Can you explain people's deep fear of the Arellanos, and why they are
perceived as being so smart?
HL:
I don't know how smart they are. They use their violence to create such fear
in people where an informant may start to talk to us, and they decide to kill
his father or his mother. So there's compelling reasons why people are
fearful. I think the way they operate is the lowest level of humanity. . . .
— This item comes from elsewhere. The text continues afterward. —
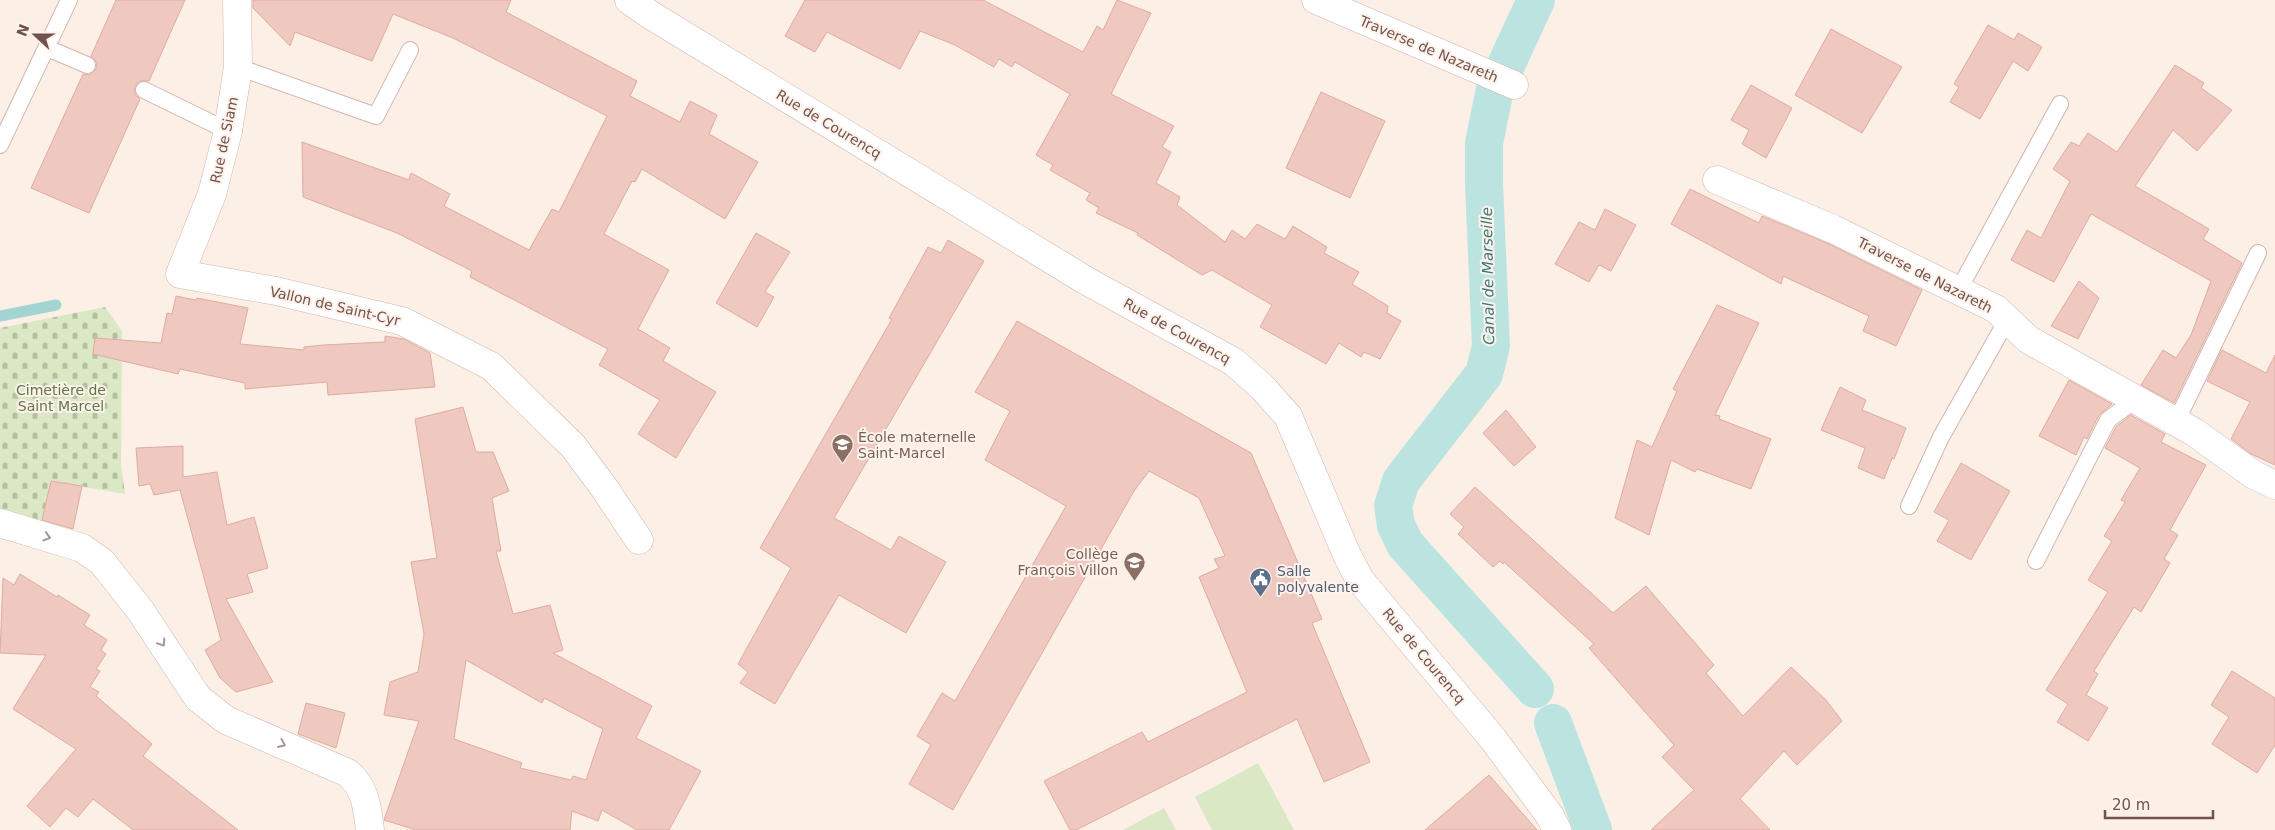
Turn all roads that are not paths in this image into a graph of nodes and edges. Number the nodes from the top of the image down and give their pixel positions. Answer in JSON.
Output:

I just think they operate with violence more than they do with smarts. The
intimidation is to the point where people are so fearful of their lives or
their children's lives or families that they would rather hide themselves than
come forward and talk about them. . . .
What distinguishes the way the Arellanos operate?
HL:
Just the torture--sometimes they'll make them stand and watch as they slice
someone open. It's inhumane. It's ridiculous. And so if that person were to
come forward or to talk to someone else, they, too, know that that would happen
to them. And Ramon Arellano and others have surrounded themselves with like
personalities that are inhumane, as far as I'm concerned...
VDLM:
Here they go out and shoot five or ten or fifteen or twenty [people]. Tijuana,
in the month of January, had 40 or 45 murders, a lot of them are attributed to
narcotics trafficking. And it continues that way. Encinada had that whole
family of 18 people murdered there a year and a half ago. So they're ruthless.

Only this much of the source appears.